Quizá ninguna otra comunidad sufrió la intolerancia y la persecución del régimen de una manera más constante que los artistas, pero ahora estos perciben una sensación de renovada oportunidad y resolución en el presente cubano. En La Habana Vieja una instalación del artista Felipe Dulzaides recrea la escuela de teatro en la legendaria Escuela Nacional de Arte, que sobrevive en un estado ruinoso en el barrio de Cubanacán. Las escuelas eran el proyecto favorito de Fidel Castro, que puso al arquitecto Ricardo Porro al frente. El propio Porro diseñó las de danza y artes visuales y reclutó a dos amigos, los italianos Vittorio Garatti y Roberto Gottardi, para que diseñaran las escuelas de música y ballet y de teatro, respectivamente. Pero la arquitectura de vanguardia fue censurada por la revolución antes de que los edificios pudieran terminarse.

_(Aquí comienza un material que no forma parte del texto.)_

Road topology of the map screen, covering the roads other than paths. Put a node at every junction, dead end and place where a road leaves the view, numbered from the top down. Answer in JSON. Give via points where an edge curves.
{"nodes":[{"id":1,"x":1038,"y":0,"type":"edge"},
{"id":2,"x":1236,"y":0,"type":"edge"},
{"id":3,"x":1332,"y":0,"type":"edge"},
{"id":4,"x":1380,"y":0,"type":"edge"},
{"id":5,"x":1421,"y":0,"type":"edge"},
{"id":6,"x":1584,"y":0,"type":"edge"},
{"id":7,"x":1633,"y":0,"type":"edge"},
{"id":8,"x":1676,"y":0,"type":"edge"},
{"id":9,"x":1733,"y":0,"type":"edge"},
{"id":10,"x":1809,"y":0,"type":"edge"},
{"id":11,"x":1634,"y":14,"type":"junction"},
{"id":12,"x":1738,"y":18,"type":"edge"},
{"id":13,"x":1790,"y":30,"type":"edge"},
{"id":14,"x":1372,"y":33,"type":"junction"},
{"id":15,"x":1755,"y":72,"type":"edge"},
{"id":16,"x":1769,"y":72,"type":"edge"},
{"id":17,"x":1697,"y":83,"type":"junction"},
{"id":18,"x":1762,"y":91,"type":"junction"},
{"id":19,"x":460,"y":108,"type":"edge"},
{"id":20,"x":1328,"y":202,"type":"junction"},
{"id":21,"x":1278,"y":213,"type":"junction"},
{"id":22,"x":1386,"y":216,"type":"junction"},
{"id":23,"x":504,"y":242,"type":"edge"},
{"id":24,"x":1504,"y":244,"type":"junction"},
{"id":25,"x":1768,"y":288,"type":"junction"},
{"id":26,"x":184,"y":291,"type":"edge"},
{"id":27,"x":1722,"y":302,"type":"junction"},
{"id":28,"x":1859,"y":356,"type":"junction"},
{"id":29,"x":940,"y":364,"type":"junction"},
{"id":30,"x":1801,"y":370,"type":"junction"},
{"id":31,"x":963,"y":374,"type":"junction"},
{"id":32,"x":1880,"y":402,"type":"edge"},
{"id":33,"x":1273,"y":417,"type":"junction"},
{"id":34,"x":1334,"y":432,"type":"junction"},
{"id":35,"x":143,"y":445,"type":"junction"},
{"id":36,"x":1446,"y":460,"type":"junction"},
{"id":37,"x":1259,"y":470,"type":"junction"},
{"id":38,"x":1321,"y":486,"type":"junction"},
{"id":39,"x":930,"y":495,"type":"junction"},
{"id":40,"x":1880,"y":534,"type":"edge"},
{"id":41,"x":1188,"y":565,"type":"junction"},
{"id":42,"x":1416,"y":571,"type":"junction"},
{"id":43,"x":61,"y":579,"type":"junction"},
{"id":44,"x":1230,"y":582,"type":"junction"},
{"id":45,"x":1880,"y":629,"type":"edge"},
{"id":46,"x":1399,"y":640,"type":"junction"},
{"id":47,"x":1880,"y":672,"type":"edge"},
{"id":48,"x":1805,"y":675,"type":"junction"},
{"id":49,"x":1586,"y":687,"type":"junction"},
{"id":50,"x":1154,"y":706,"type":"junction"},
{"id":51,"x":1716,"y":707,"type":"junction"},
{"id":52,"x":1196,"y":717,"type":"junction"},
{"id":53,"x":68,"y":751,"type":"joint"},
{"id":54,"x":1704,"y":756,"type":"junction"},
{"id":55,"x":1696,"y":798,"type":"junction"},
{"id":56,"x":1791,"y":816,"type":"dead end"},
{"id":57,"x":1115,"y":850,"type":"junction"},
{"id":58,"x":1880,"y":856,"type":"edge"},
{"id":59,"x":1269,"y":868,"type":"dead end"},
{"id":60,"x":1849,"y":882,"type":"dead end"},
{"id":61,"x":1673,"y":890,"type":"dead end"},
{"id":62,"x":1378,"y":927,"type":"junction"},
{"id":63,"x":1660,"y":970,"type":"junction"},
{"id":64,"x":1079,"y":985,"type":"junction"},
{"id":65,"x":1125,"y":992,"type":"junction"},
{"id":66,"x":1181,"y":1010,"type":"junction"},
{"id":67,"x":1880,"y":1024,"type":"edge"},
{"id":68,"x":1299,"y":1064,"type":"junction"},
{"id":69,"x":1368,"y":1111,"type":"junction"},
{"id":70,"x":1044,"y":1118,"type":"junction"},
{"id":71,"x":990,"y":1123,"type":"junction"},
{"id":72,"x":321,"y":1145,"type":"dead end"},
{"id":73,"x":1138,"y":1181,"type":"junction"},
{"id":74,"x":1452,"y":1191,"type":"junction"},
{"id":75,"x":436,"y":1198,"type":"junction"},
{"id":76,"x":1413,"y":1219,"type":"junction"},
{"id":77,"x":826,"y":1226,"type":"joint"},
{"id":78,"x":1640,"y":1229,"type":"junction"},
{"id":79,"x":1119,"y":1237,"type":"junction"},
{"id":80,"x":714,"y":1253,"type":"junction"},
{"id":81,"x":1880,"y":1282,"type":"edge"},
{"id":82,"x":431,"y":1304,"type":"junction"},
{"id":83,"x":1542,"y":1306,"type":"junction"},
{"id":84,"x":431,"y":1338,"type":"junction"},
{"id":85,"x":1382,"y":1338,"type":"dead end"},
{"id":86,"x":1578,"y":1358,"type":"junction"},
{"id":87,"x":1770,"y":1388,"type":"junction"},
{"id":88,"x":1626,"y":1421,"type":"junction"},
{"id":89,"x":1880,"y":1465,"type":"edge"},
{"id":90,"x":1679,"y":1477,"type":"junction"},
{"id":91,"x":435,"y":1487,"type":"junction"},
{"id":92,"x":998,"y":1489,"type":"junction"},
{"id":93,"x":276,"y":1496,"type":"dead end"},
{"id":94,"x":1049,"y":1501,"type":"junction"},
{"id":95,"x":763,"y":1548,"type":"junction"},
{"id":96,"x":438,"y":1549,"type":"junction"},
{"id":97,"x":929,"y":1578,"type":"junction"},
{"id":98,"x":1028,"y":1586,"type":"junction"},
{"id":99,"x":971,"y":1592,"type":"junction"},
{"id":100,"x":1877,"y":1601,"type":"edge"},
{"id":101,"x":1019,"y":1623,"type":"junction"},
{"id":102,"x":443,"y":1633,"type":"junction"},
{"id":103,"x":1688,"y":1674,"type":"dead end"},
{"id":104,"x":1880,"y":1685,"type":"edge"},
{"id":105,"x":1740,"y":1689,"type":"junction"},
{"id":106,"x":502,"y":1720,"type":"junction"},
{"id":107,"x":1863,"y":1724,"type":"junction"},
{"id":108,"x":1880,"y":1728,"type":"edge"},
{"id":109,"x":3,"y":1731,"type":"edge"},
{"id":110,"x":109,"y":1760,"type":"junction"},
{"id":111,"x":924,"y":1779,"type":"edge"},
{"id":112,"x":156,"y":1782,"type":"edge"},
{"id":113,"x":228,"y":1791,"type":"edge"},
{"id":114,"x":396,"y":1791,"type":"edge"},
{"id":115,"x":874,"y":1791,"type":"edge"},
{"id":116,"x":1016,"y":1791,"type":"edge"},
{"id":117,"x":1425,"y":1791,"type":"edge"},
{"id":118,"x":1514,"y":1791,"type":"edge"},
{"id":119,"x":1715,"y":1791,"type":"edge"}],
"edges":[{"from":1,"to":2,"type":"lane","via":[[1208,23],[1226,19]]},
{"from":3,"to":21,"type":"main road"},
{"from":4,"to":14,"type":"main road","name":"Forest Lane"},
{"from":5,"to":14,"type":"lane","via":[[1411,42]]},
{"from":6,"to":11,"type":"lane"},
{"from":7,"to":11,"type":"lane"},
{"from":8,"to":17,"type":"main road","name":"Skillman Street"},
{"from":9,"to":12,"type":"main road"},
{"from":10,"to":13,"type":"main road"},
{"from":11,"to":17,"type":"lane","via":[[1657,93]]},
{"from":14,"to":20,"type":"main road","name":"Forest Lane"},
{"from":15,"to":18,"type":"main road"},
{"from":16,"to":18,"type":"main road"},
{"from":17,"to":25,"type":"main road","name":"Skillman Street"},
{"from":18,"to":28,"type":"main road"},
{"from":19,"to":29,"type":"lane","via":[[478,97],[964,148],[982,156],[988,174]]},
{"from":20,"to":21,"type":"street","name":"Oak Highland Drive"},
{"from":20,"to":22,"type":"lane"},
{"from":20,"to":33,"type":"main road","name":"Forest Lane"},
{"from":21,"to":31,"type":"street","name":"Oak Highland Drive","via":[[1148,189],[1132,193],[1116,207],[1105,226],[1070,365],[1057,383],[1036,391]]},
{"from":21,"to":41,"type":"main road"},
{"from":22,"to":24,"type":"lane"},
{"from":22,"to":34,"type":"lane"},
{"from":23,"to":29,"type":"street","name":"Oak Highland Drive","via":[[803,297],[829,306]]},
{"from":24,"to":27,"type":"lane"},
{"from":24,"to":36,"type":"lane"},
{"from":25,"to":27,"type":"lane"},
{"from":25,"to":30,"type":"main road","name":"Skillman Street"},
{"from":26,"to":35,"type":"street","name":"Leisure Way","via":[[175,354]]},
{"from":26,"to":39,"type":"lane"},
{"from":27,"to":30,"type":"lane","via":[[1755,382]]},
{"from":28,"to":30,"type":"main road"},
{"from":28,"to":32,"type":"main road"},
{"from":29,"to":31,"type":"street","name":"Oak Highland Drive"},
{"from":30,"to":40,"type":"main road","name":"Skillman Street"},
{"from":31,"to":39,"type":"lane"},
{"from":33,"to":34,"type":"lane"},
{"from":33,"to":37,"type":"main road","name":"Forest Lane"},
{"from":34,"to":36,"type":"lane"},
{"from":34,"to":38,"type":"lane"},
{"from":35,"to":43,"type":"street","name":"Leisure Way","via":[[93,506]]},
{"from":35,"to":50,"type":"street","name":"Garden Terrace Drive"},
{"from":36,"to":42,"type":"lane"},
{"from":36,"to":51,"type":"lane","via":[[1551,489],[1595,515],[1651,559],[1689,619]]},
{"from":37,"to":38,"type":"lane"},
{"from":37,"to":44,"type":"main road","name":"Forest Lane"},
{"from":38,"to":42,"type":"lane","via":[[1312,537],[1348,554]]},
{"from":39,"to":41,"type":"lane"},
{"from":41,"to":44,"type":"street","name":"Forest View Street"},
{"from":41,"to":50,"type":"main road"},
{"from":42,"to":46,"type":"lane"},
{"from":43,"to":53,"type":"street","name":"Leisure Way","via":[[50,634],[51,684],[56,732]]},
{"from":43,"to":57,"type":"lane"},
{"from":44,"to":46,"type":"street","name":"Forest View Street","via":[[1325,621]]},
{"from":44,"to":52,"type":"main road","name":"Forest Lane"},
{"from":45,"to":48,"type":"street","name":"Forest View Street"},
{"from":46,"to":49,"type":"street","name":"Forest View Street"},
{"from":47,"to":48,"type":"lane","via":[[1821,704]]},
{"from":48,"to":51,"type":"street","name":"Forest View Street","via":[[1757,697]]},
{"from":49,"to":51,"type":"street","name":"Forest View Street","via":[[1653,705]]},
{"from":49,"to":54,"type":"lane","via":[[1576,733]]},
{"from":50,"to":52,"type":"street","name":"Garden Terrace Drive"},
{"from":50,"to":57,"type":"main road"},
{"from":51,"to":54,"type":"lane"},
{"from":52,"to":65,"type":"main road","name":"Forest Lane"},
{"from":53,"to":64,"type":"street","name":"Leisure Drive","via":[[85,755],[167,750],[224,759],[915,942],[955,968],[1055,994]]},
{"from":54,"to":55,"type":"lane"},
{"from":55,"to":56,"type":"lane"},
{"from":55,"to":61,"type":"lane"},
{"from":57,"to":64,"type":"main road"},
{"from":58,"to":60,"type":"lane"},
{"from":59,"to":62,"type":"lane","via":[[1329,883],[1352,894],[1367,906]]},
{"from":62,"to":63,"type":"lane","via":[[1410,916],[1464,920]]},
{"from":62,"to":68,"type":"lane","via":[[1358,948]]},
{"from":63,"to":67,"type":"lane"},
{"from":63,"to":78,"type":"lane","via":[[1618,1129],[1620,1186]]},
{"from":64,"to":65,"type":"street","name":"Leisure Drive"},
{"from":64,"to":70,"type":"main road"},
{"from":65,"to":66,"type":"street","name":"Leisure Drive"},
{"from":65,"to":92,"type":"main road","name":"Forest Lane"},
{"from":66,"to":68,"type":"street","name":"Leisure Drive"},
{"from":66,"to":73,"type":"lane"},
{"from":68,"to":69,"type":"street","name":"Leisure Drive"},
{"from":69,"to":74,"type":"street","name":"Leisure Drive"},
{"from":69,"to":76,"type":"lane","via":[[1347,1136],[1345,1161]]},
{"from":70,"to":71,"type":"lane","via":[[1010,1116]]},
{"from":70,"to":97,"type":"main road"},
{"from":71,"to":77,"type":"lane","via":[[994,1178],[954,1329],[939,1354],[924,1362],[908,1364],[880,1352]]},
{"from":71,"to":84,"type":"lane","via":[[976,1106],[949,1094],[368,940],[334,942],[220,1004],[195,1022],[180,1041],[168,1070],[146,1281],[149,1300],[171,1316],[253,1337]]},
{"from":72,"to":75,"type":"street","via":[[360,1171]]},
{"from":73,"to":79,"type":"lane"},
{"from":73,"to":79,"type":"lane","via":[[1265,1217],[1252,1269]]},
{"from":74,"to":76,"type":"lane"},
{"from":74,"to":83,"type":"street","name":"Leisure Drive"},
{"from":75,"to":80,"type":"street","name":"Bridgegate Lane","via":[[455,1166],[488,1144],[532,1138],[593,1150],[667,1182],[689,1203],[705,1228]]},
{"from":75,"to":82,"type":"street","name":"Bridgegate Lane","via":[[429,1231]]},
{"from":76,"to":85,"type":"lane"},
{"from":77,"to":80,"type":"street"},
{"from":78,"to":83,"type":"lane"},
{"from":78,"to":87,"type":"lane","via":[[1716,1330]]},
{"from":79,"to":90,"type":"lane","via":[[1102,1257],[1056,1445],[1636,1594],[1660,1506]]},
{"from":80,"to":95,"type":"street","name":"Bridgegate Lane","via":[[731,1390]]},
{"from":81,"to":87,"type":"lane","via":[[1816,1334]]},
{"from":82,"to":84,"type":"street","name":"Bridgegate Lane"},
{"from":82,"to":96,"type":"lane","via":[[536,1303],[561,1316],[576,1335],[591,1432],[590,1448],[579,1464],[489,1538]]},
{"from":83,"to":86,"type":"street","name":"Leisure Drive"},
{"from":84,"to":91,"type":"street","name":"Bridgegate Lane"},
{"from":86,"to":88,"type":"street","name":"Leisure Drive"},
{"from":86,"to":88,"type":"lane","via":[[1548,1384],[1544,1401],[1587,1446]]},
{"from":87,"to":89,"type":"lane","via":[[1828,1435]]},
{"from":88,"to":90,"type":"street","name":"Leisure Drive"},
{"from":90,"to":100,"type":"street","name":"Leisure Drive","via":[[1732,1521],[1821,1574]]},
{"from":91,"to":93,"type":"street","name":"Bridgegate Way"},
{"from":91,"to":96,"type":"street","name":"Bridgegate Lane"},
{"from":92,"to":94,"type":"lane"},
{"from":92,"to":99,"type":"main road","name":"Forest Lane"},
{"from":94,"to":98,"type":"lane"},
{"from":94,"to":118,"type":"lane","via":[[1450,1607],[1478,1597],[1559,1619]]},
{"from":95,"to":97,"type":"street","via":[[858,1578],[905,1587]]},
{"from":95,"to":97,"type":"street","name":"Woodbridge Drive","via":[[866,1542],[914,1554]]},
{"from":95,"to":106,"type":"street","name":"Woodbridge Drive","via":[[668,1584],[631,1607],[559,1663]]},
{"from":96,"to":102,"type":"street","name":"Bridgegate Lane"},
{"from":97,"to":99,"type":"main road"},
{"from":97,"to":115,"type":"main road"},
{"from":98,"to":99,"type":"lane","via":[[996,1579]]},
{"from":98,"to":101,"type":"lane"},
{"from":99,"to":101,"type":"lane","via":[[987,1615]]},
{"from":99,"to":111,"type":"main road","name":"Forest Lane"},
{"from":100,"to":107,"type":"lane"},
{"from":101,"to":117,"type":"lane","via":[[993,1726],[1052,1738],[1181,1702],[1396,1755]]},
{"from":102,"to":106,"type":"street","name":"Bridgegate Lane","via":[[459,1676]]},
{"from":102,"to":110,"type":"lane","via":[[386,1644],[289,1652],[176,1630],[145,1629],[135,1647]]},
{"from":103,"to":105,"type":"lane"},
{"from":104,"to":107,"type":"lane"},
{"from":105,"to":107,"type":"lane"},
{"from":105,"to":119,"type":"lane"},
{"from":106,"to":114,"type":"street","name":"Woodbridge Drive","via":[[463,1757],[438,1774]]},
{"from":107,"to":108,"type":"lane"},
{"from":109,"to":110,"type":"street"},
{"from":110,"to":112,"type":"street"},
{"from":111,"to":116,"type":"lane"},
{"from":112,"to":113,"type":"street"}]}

Ricardo Porro murió en París en 2014, Garatti regresó a Italia hace años y la escuela de teatro sobrevive en un frágil deterioro, como lo hace su irónico arquitecto de 89 años, Roberto Gottardi, que todavía vive en Cuba. En la intrépida galería de arte de La Habana Vieja en la que Dulzaides presenta su homenaje a la escuela y su arquitecto, el artista me mostró un vídeo e instalación fotográfica y un exquisito modelo a escala del edificio hecho por los estudiantes de Gottardi. Ahora, quizá, la Escuela Nacional de Arte pueda algún día revivir. “Gottardi ha pasado los últimos 52 años tratando de imaginar cómo podría terminarse la escuela de teatro”, dijo Dulzaides. “Para mí, esta es la perfecta metáfora de la Revolución cubana hoy.”